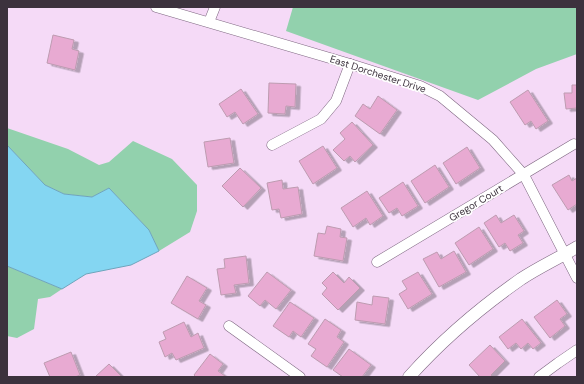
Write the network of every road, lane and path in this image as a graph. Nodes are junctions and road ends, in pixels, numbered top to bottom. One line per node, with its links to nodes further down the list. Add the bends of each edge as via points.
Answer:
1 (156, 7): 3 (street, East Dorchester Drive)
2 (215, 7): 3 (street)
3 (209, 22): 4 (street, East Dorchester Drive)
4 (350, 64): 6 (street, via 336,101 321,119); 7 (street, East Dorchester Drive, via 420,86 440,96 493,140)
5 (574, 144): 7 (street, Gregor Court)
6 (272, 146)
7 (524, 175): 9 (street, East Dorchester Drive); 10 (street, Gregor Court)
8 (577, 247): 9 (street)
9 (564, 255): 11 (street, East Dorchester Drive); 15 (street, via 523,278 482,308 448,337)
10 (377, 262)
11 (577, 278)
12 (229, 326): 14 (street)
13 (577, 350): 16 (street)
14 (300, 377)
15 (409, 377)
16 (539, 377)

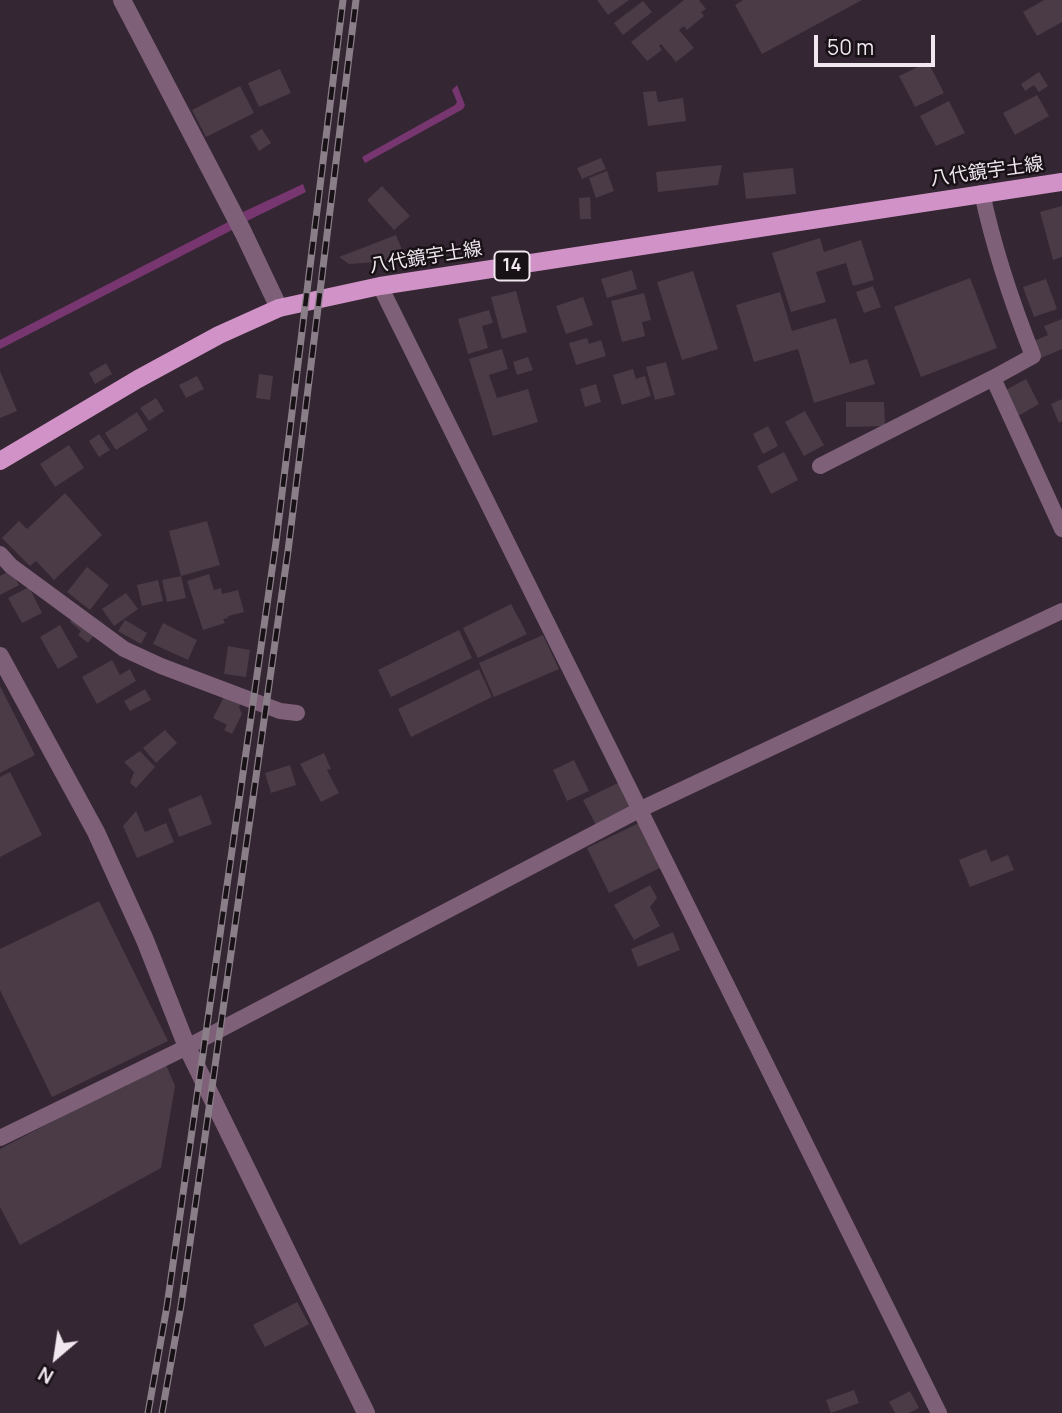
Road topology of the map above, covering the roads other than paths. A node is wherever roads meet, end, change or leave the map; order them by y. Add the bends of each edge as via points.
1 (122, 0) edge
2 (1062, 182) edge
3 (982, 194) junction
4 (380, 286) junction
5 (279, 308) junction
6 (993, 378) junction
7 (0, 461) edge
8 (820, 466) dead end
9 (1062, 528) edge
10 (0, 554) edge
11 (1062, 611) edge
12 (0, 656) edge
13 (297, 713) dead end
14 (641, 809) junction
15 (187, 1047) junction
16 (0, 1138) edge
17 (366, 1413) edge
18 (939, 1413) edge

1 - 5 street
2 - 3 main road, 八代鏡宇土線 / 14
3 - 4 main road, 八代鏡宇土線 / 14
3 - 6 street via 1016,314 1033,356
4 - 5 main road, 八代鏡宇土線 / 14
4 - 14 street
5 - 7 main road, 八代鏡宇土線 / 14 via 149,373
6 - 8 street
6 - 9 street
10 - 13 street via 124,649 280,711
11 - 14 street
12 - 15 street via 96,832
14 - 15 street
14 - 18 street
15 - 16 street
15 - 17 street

EXERCISE GOAL - Make an exact copy of the records above, with the pictures left out.

THE COMPLETED TASK -
Write the network of every road, lane and path in this image as a graph. Nodes are junctions and road ends, in pixels, numbered top to bottom. One line per node, with its links to nodes further down the list. Add the bends of each edge as via points.
Answer:
1 (156, 7): 3 (street, East Dorchester Drive)
2 (215, 7): 3 (street)
3 (209, 22): 4 (street, East Dorchester Drive)
4 (350, 64): 6 (street, via 336,101 321,119); 7 (street, East Dorchester Drive, via 420,86 440,96 493,140)
5 (574, 144): 7 (street, Gregor Court)
6 (272, 146)
7 (524, 175): 9 (street, East Dorchester Drive); 10 (street, Gregor Court)
8 (577, 247): 9 (street)
9 (564, 255): 11 (street, East Dorchester Drive); 15 (street, via 523,278 482,308 448,337)
10 (377, 262)
11 (577, 278)
12 (229, 326): 14 (street)
13 (577, 350): 16 (street)
14 (300, 377)
15 (409, 377)
16 (539, 377)

Road topology of the map above, covering the roads other than paths. A node is wherever roads meet, end, change or leave the map; order them by y. Add the bends of each edge as via points.
1 (122, 0) edge
2 (1062, 182) edge
3 (982, 194) junction
4 (380, 286) junction
5 (279, 308) junction
6 (993, 378) junction
7 (0, 461) edge
8 (820, 466) dead end
9 (1062, 528) edge
10 (0, 554) edge
11 (1062, 611) edge
12 (0, 656) edge
13 (297, 713) dead end
14 (641, 809) junction
15 (187, 1047) junction
16 (0, 1138) edge
17 (366, 1413) edge
18 (939, 1413) edge

1 - 5 street
2 - 3 main road, 八代鏡宇土線 / 14
3 - 4 main road, 八代鏡宇土線 / 14
3 - 6 street via 1016,314 1033,356
4 - 5 main road, 八代鏡宇土線 / 14
4 - 14 street
5 - 7 main road, 八代鏡宇土線 / 14 via 149,373
6 - 8 street
6 - 9 street
10 - 13 street via 124,649 280,711
11 - 14 street
12 - 15 street via 96,832
14 - 15 street
14 - 18 street
15 - 16 street
15 - 17 street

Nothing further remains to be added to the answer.